Background: There is little information in haemodialysis (HD) patients on whether temporal changes in serum calcium, phosphate or intact parathyroid hormone (iPTH) are associated with mortality.
Methods: We analysed associations of phosphate, total calcium and iPTH with all-cause and cardiovascular mortality in 8817 incident HD patients from the European second Analyzing Data, Recognizing Excellence and Optimizing Outcomes (AROii) cohort enrolled in 2007-09, which were prospectively followed for a median of 3 years, using time-dependent Cox proportional hazards models. We evaluated changes in risk over time depending on changes in phosphate, calcium or iPTH.
Results: The association of phosphate and iPTH with all-cause mortality was U-shaped, with the lowest risk ranges between 1.20 and 1.89 mmol/L for phosphate and between 239 and 710 ng/L for iPTH. For total calcium, the associations were J-shaped, with an increased risk for all-cause mortality at levels >2.36 mmol/L. Lowest risk ranges for cardiovascular mortality did not change markedly for all three parameters. If iPTH was below the lowest risk range at baseline (iPTH <239 ng/L), a subsequent increase in levels was associated with improved survival. For phosphate, an increase or decrease out of the lowest risk range was associated with increased mortality risk. For calcium, this was only the case when the values increased above the lowest risk range.

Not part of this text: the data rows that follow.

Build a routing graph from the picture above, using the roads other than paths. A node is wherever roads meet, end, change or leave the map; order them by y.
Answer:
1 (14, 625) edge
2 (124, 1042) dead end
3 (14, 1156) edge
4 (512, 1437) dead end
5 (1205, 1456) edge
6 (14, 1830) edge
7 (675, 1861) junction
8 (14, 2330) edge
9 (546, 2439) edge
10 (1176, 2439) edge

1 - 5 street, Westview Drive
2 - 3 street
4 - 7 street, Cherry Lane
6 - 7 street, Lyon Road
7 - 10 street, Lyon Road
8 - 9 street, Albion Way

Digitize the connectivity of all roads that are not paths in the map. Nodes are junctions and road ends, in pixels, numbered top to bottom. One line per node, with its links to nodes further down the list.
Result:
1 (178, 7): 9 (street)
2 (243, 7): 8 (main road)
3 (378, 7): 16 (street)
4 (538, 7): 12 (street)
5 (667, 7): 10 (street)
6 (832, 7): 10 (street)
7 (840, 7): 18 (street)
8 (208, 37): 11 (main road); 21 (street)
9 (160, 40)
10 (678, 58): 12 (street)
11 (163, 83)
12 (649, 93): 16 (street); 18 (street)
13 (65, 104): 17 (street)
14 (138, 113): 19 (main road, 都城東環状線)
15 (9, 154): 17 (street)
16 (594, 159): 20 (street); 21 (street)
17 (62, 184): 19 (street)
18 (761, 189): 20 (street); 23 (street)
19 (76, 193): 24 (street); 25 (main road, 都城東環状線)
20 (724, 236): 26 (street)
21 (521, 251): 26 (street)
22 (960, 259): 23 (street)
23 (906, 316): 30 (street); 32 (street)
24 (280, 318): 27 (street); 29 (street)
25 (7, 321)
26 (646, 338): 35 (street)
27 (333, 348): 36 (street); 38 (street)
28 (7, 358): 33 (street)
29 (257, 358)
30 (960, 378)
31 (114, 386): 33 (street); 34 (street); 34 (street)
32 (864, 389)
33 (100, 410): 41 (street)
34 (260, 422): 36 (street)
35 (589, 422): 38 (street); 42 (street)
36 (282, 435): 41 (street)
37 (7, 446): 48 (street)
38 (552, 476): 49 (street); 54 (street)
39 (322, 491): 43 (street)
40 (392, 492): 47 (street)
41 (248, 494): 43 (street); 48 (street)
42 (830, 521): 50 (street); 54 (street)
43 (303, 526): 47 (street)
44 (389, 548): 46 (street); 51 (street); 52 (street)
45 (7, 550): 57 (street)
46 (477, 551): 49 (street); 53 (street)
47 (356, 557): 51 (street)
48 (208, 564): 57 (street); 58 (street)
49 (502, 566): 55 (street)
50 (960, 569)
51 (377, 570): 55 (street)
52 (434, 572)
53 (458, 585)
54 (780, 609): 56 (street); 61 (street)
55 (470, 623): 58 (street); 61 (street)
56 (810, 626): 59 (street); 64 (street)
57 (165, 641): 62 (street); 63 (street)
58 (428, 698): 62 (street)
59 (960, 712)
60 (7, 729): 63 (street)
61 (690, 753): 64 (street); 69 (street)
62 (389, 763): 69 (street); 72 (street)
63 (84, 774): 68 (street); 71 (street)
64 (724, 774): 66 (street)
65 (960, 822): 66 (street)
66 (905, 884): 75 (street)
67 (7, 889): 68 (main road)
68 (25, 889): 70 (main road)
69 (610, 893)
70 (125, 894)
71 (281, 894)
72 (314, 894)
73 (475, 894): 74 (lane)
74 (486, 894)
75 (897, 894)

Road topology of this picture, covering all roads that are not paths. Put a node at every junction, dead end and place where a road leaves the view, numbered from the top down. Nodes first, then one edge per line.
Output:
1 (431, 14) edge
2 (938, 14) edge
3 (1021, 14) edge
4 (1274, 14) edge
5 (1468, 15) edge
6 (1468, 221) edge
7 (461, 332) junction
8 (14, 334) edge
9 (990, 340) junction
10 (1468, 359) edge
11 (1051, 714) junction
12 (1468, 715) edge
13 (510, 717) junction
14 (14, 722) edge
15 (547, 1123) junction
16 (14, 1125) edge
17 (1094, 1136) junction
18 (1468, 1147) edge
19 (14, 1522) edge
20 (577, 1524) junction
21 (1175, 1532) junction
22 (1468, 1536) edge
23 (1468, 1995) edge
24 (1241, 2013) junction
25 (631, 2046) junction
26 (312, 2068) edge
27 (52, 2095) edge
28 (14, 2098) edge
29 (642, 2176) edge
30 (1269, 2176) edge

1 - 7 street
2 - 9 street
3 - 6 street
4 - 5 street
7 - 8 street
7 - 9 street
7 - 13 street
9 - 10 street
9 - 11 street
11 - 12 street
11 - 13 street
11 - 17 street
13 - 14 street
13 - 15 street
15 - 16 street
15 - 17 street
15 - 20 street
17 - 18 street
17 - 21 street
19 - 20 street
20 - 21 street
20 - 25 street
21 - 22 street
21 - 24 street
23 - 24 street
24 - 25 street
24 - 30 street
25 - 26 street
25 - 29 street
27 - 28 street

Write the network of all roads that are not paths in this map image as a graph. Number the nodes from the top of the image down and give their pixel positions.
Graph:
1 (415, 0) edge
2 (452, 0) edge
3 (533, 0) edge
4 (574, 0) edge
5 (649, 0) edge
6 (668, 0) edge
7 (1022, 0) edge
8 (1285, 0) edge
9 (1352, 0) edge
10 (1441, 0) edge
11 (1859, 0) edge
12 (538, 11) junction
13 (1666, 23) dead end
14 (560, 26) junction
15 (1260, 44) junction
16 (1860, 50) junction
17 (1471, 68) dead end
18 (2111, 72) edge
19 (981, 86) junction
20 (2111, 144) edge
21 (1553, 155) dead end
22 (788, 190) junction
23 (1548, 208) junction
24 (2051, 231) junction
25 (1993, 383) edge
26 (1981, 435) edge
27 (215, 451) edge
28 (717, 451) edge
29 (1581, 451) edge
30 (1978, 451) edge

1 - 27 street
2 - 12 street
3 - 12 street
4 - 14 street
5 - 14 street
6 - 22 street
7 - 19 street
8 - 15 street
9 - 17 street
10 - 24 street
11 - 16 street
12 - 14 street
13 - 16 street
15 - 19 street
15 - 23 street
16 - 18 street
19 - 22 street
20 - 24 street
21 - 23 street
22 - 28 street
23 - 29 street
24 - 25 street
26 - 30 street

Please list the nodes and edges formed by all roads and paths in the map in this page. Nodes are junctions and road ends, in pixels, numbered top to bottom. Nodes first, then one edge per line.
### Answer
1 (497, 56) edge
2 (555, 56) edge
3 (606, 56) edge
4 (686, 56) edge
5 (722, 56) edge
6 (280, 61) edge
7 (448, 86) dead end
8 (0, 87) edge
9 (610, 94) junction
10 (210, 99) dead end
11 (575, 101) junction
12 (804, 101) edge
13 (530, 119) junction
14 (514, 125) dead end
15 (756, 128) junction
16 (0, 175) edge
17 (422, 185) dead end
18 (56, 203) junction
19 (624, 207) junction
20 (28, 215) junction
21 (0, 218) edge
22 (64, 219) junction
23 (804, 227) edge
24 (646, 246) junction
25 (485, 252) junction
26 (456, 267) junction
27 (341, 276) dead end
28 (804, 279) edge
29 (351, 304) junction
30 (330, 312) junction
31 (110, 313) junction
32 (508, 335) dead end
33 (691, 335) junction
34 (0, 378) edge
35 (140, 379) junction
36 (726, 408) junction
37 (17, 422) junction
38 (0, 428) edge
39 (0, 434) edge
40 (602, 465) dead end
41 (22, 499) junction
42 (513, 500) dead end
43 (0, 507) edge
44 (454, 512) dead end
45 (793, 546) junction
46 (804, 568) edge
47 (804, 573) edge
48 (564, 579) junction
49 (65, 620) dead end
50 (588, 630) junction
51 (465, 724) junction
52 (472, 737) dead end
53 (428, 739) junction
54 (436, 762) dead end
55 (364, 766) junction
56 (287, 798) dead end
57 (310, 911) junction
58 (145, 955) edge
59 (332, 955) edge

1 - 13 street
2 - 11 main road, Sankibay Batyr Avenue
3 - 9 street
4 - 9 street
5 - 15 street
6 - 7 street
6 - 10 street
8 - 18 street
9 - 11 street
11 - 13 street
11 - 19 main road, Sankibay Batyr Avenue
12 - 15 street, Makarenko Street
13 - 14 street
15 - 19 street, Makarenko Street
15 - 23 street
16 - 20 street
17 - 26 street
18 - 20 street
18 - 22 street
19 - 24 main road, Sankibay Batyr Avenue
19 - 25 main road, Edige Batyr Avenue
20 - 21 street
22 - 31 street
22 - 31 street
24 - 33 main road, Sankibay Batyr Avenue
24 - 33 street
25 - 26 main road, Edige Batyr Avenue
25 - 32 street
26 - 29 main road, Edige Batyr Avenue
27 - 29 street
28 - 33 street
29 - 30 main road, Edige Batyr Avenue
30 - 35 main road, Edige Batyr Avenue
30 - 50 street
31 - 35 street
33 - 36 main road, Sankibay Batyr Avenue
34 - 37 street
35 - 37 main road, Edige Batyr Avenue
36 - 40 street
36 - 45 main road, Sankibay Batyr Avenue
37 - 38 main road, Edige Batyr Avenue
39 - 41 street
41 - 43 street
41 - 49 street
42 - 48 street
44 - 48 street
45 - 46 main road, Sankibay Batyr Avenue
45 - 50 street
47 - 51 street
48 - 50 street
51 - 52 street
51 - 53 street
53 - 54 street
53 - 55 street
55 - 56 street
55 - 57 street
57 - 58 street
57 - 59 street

Conclusion: In the AROii cohort, the ranges of bone mineral biomarkers associated with the lowest mortality ranges were largely consistent with the current Kidney Disease: Improving Global Outcomes chronic kidney disease-mineral and bone disorder guideline recommendations. Allowing a suppressed iPTH to increase was associated with a lower mortality, whereas shifts of phosphate or calcium outside the lowest risk range increased mortality.
Keywords: bone mineral density; calcium; chronic haemodialysis; phosphataemia; survival analysis.